Introduction to Bone Health

The human skeleton consists of 206 bones and other connective tissues that together support and protect many organs, produce red and white blood cells, and act as a storage depot for minerals such as calcium, phosphorus, and magnesium. Although bones may look inactive at first glance, they are living tissues that are dynamic and in a constant state of breaking down and rebuilding to withstand mechanical forces. Bones also contain a complex network of canals, blood vessels, and nerves that allow for nutrient transport and communication with other organ systems.

Nutrition influences all body systems, and the skeletal system is no exception. Our lifestyle choices impact the health of our bones. In this section, we will look at how bone forms across the lifecycle and discuss the complex interactions of nutrients, hormones, genetics, and environmental factors that impact bone health.

What Is Bone?

Bone is a living tissue, made mostly of collagen, a protein that provides a soft framework, and minerals like calcium phosphate that form tiny crystals (called hydroxyapatite) around the collagen fibers. These inorganic minerals harden the collagen framework and provide strength. The combination of collagen and minerals makes bone both flexible and strong, which allows it to withstand stress.
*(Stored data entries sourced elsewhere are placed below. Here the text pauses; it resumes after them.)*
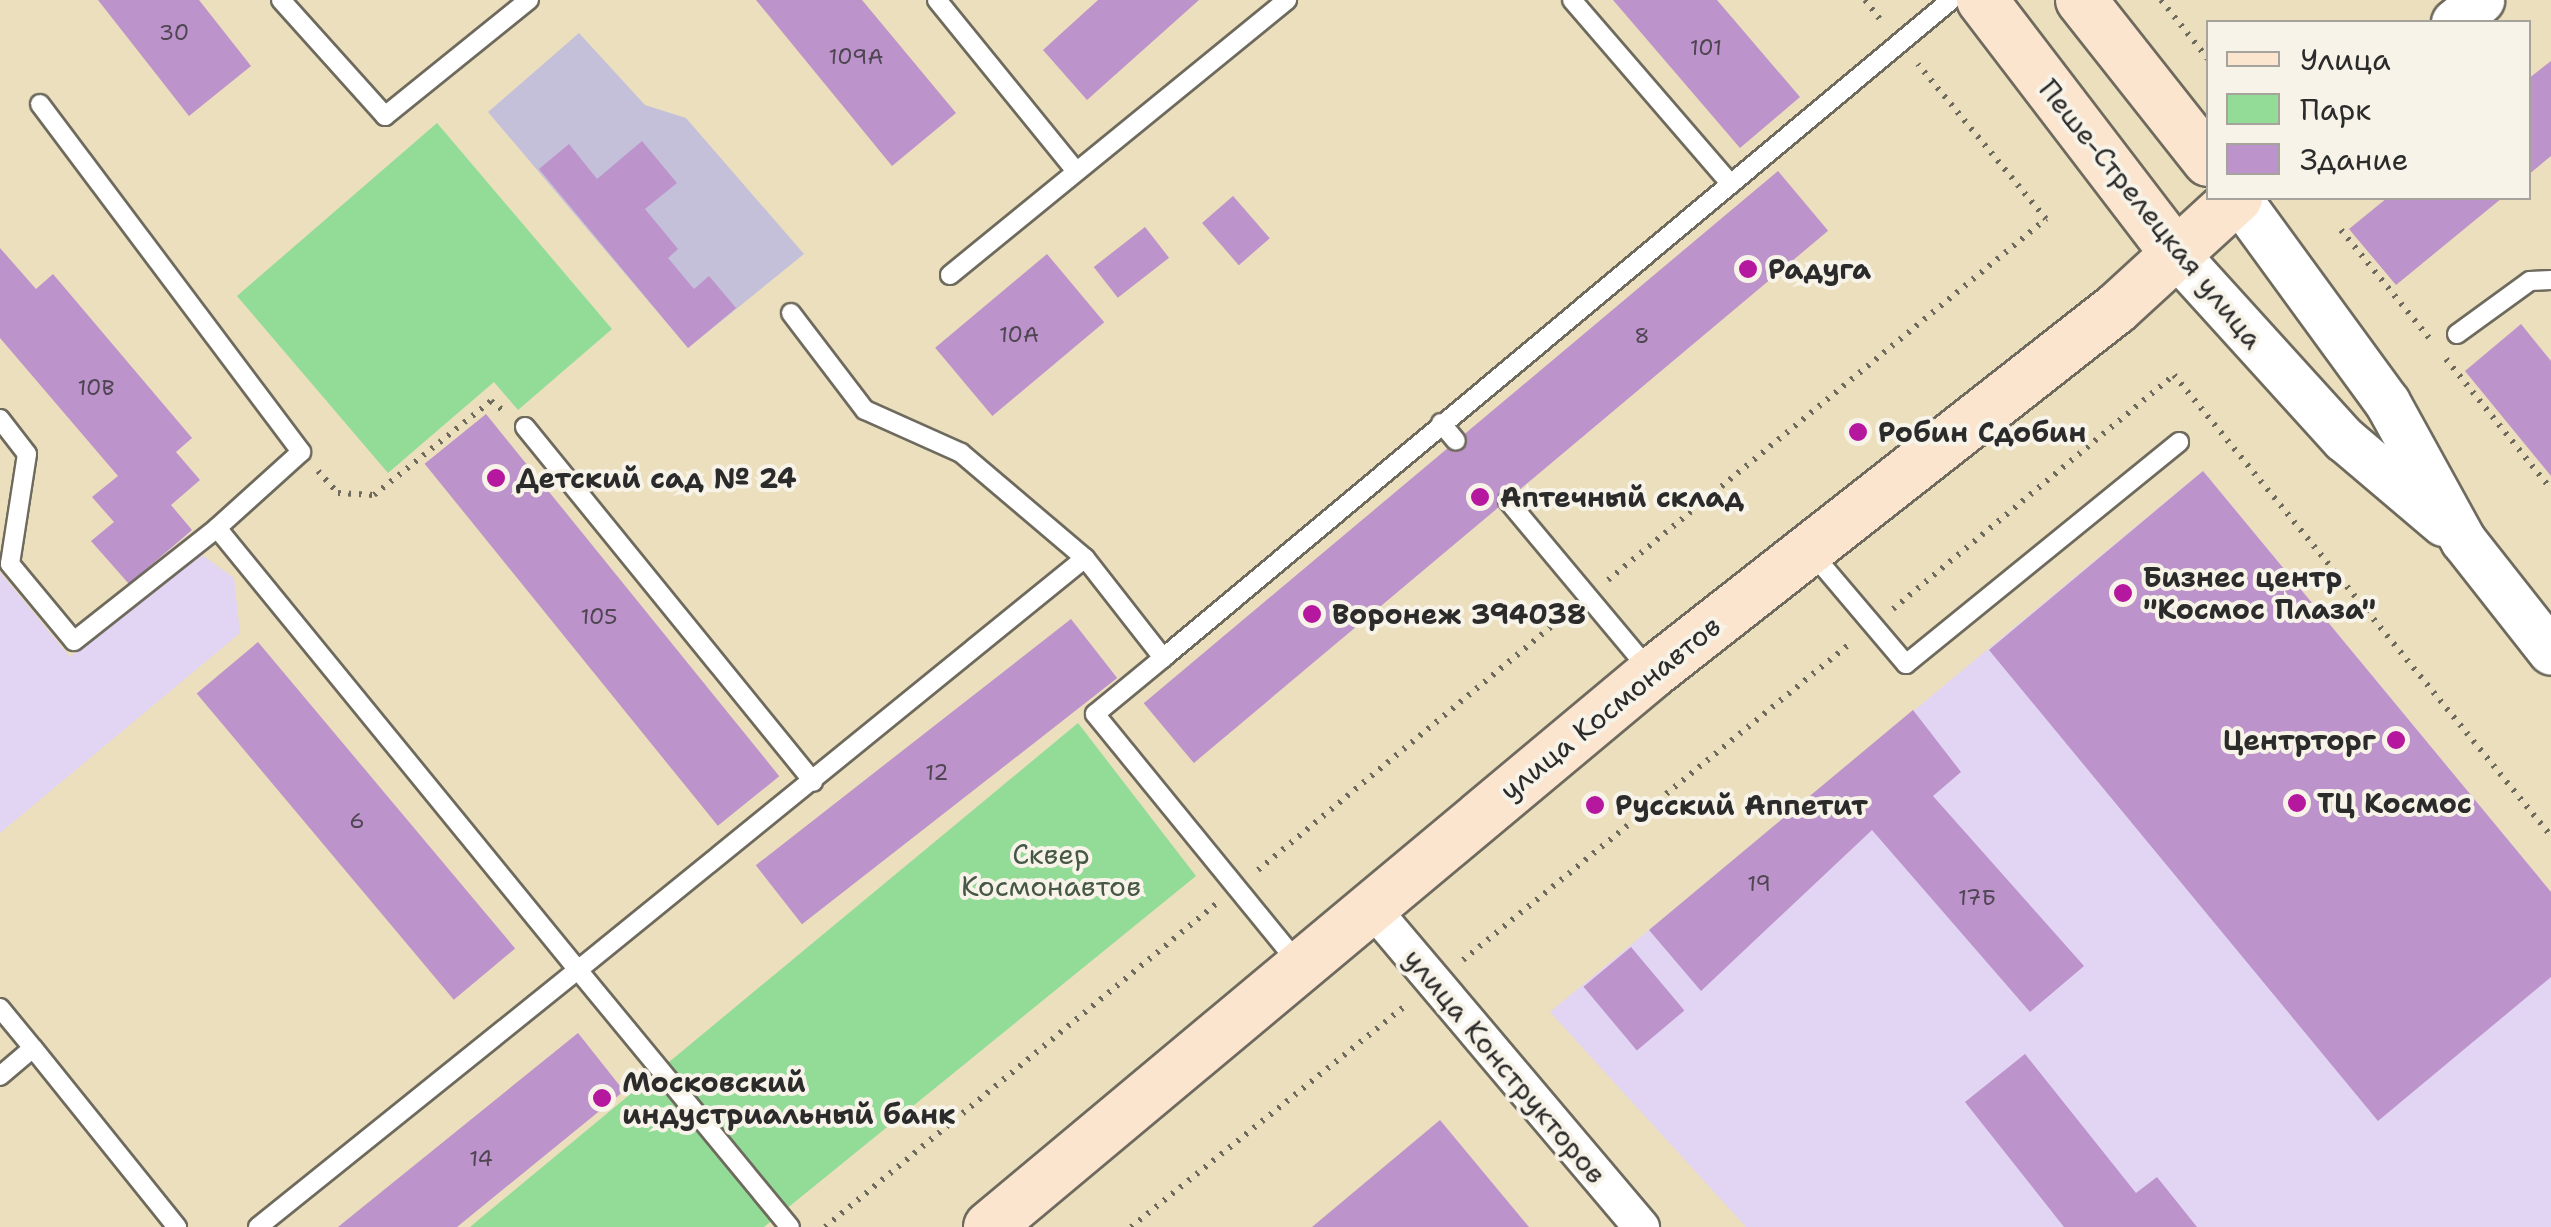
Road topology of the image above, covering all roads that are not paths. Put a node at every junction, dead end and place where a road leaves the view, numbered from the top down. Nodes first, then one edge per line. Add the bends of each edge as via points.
1 (280, 0) edge
2 (529, 0) edge
3 (937, 0) edge
4 (1287, 0) edge
5 (1572, 0) edge
6 (1951, 0) edge
7 (1982, 0) edge
8 (2081, 0) edge
9 (2482, 0) edge
10 (2457, 20) edge
11 (40, 104) dead end
12 (2206, 158) edge
13 (1075, 170) junction
14 (1731, 184) junction
15 (2236, 200) edge
16 (2239, 200) edge
17 (2176, 254) junction
18 (950, 274) dead end
19 (2551, 280) edge
20 (792, 313) dead end
21 (2457, 334) dead end
22 (0, 418) edge
23 (1441, 424) junction
24 (525, 427) road end
25 (1456, 441) dead end
26 (2179, 442) dead end
27 (1508, 501) dead end
28 (217, 528) junction
29 (2463, 540) junction
30 (1808, 548) junction
31 (1086, 558) junction
32 (2550, 650) edge
33 (1163, 658) junction
34 (1652, 673) junction
35 (812, 782) junction
36 (1370, 906) junction
37 (1299, 964) junction
38 (578, 970) junction
39 (0, 1008) edge
40 (33, 1048) junction
41 (0, 1076) edge
42 (177, 1227) edge
43 (258, 1227) edge
44 (790, 1227) edge
45 (989, 1227) edge
46 (1641, 1227) edge

1 - 2 lane via 385,116
3 - 13 lane
4 - 13 lane
5 - 14 lane
6 - 14 lane
7 - 17 main road, Пеше-Стрелецкая улица
8 - 12 main road
9 - 10 street
11 - 28 lane via 301,452
13 - 18 lane
14 - 23 lane
15 - 17 main road, улица Космонавтов
16 - 29 street, Пеше-Стрелецкая улица via 2387,402
17 - 29 street, Пеше-Стрелецкая улица via 2344,438
17 - 30 main road, улица Космонавтов
19 - 21 lane via 2530,281
20 - 31 lane via 866,410 962,453
22 - 28 lane via 27,454 10,564 74,641
23 - 25 lane
23 - 33 lane
24 - 35 lane
26 - 30 lane via 1906,664
27 - 34 lane
28 - 38 lane
29 - 32 street, Пеше-Стрелецкая улица
30 - 34 main road, улица Космонавтов
31 - 33 lane
31 - 35 lane
33 - 37 lane via 1096,714
34 - 36 main road, улица Космонавтов
35 - 38 lane
36 - 37 main road, улица Космонавтов
36 - 46 street, улица Конструкторов
37 - 45 main road, улица Космонавтов
38 - 43 lane
38 - 44 lane
39 - 40 lane
40 - 41 lane
40 - 42 lane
Most bones contain two types of tissue, compact and spongy tissue, but their distribution and concentration vary based on the bone’s function. Spongy bone (also known as trabecular bone) is 50 to 90 percent porous and appears as a lattice-like structure under a microscope. It makes up about 20 percent of the adult skeleton and is found at the ends of long bones, in the cores of vertebrae, and in the pelvis, as it supports shifts in weight distribution. Compact bone (also known as cortical bone) is dense so that it can withstand compressive forces. It is only 10 percent porous, and it looks similar to the rings in a tree trunk, with many concentric circles sandwiched together. Compact bone tissue makes up approximately 80 percent of the adult skeleton and surrounds all spongy tissue.

This cross-section of a flat bone from the skull shows the spongy bone lined on either side by a layer of compact bone.

Figure 9.1. This cross-section of a flat bone from the skull shows the spongy bone lined on either side by a layer of compact bone.

Bone Growth, Modeling, and Remodeling

Bones change in shape, size, and position throughout the life cycle. During infancy, childhood, and adolescence, bones are continuously growing and changing shape through two processes: growth (or ossification) and modeling. In the process of modeling, bone tissue is dismantled at one site and built up at a different site, which influences the shape of the bone. During childhood and adolescence, more bone is deposited than dismantled, so bones grow in both size and density, reaching 90 percent of peak bone mass by age 18 in girls and age 20 in boys.2 Peak bone mass is reached by age 30, at which point bones have reached their maximum strength and density. Factors affecting peak bone mass include sex, race, hormones (e.g., estrogen and testosterone), nutrition (e.g., calcium and vitamin D intake), physical activity, and behavioral factors like smoking. These factors will be discussed in more detail when we discuss osteoporosis.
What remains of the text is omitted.